Thursday , 17 October 2019

Exercising With Your Child: Upper Body Workout

How are those getting-back-in-shape New Year’s resolutions coming along so far?

We all know it’s hard to squeeze in a workout when you’ve got small children to keep an eye on. That’s why, here at the Defense Department, we’ve started a series of exercise segments that can help you work out using your children as the weights.

Video by Air Force Staff Sgt. Da’Nette Bruton

If you missed Part 1, it explained the perks of exercising with your kids, and it focused on the lower body. In this blog, we’re going to focus on the upper body.

Exercise 1: Push-Ups

What They Do: Push-ups are a classic exercise that works a majority of your upper body: the chest, shoulders, triceps, the back of your upper arm, and even your core.

Involving Your Child: This one’s pretty simple. You can just lay your baby underneath you as you do push-ups over them. Give them a kiss or make a funny face at them, and they’ll love it!

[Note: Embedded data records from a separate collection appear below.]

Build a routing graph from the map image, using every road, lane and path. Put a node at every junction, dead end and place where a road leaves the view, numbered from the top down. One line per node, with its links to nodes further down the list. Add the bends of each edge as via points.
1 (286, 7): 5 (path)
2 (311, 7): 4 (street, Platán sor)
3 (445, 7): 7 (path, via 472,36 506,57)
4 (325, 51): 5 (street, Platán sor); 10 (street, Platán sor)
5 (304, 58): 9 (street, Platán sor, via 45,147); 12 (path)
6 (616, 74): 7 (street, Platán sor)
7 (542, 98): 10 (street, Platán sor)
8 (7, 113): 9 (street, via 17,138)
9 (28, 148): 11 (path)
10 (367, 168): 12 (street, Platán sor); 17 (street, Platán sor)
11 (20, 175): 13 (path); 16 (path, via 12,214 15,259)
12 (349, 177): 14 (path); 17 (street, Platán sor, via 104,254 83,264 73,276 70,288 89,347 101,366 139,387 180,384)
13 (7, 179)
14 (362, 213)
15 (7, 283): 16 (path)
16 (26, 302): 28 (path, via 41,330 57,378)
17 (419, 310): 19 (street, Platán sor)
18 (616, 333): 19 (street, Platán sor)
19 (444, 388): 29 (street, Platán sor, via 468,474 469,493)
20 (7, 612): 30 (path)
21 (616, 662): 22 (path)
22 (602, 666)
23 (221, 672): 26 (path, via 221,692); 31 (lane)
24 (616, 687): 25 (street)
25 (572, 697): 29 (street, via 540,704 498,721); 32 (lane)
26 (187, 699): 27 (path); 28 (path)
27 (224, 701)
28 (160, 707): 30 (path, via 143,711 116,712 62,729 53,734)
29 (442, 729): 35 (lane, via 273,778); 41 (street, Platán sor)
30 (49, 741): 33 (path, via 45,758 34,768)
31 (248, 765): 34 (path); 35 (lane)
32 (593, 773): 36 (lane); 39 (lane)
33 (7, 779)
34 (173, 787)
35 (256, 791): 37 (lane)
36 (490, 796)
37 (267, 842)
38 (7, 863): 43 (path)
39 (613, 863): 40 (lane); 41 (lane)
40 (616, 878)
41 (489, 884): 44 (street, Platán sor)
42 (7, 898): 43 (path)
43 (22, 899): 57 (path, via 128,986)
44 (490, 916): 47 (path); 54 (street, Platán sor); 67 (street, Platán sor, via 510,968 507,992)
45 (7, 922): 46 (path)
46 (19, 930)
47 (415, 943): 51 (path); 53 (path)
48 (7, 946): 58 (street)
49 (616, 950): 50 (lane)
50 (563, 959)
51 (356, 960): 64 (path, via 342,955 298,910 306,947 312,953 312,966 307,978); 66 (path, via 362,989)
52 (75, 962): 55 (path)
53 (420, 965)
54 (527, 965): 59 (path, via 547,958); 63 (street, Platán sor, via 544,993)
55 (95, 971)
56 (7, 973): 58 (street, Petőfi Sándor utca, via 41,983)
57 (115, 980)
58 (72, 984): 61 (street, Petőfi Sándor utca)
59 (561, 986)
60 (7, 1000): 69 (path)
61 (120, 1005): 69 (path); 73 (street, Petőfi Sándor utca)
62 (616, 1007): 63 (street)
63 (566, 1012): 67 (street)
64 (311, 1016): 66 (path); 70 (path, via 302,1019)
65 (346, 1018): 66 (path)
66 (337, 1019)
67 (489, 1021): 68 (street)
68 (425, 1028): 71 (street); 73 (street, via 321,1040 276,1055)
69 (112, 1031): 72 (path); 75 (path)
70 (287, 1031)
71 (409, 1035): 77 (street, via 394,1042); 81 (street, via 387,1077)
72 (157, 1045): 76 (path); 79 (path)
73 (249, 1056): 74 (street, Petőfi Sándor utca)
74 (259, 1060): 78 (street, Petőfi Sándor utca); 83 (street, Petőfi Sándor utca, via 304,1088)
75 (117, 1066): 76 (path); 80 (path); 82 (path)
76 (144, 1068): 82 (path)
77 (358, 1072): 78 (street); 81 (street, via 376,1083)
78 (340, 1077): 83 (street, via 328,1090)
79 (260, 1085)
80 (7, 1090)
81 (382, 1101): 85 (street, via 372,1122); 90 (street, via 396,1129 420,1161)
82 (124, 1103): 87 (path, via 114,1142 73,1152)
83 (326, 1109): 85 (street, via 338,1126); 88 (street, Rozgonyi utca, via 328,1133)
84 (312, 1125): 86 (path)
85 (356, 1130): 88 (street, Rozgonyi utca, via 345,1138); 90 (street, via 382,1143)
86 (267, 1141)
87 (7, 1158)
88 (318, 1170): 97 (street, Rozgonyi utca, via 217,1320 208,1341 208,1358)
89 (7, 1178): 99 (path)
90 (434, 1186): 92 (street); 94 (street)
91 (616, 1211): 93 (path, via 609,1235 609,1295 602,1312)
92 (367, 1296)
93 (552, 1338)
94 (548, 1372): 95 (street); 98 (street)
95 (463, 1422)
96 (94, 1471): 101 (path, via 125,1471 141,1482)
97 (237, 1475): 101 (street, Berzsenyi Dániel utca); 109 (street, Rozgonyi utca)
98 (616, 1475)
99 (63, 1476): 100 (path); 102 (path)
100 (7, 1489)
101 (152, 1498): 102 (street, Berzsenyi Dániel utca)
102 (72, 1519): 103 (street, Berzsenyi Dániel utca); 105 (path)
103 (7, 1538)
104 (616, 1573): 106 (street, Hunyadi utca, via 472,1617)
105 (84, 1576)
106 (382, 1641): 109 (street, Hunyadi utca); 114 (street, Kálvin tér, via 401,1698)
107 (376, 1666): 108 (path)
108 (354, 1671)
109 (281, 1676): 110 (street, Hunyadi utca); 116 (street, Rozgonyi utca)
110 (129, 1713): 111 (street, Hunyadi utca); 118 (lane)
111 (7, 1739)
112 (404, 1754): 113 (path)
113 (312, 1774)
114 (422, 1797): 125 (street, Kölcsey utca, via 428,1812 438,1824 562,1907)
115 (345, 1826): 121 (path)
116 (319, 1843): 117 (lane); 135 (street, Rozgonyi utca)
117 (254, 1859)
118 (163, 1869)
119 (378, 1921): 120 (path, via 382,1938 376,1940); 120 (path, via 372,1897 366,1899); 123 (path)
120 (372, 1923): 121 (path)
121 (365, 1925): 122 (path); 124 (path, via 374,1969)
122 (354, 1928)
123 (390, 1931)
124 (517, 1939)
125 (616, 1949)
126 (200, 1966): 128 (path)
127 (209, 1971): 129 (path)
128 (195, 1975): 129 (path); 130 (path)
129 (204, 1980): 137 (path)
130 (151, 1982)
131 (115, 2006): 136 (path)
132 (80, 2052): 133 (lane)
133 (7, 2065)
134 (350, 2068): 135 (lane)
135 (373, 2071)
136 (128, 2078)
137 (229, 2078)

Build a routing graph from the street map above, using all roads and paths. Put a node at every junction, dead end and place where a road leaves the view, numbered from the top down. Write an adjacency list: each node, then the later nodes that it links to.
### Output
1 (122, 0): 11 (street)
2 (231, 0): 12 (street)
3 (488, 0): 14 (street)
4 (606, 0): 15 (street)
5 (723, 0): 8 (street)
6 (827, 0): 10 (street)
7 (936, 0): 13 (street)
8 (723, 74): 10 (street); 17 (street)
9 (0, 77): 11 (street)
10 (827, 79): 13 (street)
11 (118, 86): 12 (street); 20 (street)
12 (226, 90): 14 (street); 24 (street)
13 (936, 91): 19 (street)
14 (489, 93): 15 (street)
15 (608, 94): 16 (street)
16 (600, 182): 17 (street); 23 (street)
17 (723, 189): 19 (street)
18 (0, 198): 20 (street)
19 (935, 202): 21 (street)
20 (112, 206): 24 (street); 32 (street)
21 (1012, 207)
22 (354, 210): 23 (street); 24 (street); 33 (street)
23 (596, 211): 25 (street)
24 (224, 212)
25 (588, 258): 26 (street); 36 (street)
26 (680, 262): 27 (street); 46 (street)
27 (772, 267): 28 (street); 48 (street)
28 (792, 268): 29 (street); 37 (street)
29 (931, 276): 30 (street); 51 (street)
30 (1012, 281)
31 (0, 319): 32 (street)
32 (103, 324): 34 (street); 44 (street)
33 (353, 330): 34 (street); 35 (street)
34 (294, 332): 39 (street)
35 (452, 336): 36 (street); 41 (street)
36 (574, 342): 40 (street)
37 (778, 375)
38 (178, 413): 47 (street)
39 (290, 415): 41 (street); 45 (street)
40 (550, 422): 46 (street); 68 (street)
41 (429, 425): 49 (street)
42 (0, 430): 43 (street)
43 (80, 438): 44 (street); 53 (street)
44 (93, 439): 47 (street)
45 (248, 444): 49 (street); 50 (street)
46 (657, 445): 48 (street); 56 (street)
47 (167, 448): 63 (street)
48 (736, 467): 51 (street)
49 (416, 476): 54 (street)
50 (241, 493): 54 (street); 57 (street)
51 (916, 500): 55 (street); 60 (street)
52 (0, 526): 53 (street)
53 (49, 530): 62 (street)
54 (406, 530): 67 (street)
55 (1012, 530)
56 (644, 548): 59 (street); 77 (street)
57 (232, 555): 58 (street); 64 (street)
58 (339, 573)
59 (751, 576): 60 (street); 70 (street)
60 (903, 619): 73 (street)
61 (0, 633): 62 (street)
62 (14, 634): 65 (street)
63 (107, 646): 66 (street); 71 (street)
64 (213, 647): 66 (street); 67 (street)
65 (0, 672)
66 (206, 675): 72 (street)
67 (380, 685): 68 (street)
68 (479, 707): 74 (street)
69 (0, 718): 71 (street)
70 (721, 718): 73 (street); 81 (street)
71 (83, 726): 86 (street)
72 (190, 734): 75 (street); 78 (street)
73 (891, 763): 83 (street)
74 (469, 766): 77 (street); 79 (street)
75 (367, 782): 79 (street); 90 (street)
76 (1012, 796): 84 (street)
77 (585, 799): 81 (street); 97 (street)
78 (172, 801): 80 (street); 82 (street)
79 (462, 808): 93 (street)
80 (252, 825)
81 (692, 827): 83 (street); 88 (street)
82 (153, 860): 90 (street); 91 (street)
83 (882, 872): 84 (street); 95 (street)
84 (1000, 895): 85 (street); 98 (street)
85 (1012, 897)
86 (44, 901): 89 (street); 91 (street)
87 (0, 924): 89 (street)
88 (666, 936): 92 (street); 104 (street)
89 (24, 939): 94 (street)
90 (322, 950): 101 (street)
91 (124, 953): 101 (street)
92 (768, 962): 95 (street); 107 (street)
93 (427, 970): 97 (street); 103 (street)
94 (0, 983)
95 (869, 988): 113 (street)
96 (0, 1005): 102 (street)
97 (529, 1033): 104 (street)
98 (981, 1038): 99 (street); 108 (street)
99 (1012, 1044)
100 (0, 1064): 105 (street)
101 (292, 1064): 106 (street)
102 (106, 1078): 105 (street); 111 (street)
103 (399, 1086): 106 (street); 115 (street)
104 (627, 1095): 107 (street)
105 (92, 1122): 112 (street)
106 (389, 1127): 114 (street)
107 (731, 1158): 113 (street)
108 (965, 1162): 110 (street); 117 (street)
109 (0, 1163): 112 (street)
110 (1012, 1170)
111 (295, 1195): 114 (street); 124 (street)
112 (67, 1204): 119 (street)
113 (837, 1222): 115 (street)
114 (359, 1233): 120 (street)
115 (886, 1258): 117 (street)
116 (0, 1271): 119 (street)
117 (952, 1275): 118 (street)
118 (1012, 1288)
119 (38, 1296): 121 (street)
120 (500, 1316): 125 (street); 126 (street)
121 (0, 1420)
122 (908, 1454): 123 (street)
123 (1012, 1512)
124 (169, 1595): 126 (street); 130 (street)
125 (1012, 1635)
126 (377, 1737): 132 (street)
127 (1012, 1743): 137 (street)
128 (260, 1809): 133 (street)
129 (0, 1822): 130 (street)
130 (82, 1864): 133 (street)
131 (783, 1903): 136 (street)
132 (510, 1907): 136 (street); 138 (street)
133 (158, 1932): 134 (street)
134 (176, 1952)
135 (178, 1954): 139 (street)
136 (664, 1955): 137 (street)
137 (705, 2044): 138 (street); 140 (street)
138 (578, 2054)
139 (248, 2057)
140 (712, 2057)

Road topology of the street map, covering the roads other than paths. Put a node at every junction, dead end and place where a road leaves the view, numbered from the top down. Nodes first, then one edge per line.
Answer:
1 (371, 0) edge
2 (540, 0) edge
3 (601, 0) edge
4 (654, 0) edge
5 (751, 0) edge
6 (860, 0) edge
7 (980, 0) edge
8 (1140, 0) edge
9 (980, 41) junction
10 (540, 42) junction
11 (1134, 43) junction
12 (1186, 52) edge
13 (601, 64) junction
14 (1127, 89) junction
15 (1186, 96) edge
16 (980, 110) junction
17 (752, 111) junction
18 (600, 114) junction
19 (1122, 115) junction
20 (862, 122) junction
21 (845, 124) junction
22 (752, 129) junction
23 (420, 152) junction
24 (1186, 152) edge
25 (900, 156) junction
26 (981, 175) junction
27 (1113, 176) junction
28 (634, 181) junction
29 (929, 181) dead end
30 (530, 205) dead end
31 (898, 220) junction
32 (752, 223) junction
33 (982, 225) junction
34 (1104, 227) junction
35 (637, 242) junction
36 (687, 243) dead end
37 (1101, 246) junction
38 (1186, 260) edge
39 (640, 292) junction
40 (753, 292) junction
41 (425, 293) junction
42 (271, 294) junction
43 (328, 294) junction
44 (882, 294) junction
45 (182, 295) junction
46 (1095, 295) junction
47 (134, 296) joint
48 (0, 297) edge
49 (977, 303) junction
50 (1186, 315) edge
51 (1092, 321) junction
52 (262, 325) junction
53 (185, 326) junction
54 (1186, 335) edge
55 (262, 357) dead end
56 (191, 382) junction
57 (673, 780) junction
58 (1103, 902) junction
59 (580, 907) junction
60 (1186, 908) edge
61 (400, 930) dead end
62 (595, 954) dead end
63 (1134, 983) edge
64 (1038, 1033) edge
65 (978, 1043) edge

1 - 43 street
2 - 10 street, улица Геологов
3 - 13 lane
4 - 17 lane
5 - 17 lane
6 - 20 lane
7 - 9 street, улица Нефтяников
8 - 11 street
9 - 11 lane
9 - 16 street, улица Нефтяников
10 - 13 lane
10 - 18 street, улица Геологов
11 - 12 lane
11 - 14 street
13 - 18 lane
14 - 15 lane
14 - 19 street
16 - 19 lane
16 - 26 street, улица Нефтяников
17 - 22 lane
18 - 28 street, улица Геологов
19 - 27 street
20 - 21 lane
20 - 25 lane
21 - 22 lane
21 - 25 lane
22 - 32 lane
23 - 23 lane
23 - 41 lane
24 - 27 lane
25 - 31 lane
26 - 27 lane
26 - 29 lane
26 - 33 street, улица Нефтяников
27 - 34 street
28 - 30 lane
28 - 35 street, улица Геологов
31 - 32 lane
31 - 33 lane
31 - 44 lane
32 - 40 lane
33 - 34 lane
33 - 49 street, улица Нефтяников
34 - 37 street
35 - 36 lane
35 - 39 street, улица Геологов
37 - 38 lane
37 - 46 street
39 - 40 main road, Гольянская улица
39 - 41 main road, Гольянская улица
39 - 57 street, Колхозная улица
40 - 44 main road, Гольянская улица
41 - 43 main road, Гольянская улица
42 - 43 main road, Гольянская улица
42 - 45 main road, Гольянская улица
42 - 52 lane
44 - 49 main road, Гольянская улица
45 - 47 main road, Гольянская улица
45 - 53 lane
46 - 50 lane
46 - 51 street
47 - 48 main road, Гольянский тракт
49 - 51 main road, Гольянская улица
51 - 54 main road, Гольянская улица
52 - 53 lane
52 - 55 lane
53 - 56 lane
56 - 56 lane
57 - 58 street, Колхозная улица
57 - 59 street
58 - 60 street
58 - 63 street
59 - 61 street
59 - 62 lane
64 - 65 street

  • Set your hands on the ground at a distance that’s slightly wider than your shoulder width.
  • Feet: You can put them together or shoulder-width apart. Generally, the wider apart your feet are, the more stable you’ll be.
  • If being on your feet is too hard, try it on your knees first, then work up to the feet.
  • Make sure your butt is neither sticking up nor sagging. Try to keep your body in a straight line.
  • Lower yourself to a 90-degree angle (or smaller if needed), keeping your elbows relatively close to your body.
  • Push yourself back up!
  • Start with three sets of five reps, then work your way up to 10 reps.

Exercise 2: Military Seated Press

What They Do: This works your triceps, traps, shoulders, chest and core.

Involving Your Child: You can replace a barbell with your baby.

  • Sit on the ground with your knees crossed, or on a bench.
  • Extending your arms, lift your baby above your head (but slightly in front of you – not directly over top).
  • Slowly lower him/her down to your lap.
  • Lift your baby back up to the starting position.
  • Do three sets of 10 reps.

Exercise 3: Bench Press

What They Do: These work your pectoral muscles, chest and posterior deltoids (the back of the shoulder).

Involving Your Child: It’s almost like playtime for them. Grabbing them by the bottom and chest, you simply push them up into the air.

  • Lie down flat on the floor.
  • Pick up your baby with one hand on their bottom and the other on their chest, then hold him/her to about your mid-chest.
  • Press your baby up, straightening your arms.
  • Lower your arms back down, while squeezing your shoulder blades (try not to have your elbows out to 90 degrees. It can hurt your shoulders).
  • Do three sets of 10 reps.

Exercise 4: Bicep Curls

What They Do: In case the name doesn’t make it clear for you … it works the biceps.

Involving Your Child: Hold your baby in front of you.

  • Start with your arms by your side and extended down, holding your baby.
  • Slowly lift the baby up using your forearms. Try to keep the area from your elbow to shoulder still.
  • Once your hands are almost to your chest, slowly lower the baby back down to the starting point.
  • Start with two sets of 12 reps.

Exercise 5: Front “Plate” Raises

What They Do: These work your anterior deltoids (front of your shoulders), upper chest and pectoral muscles.

Involving Your Child: Hold him or her in front of you, much like the bicep curls.

  • Start with your arms straight down in front of you. Push your shoulders back and brace your core.
  • While keeping your arms straight, lift them (and the baby) out in front of you, holding him or her there for about 30 seconds before slowly lowering back down.
  • Do several reps until your arms are tired.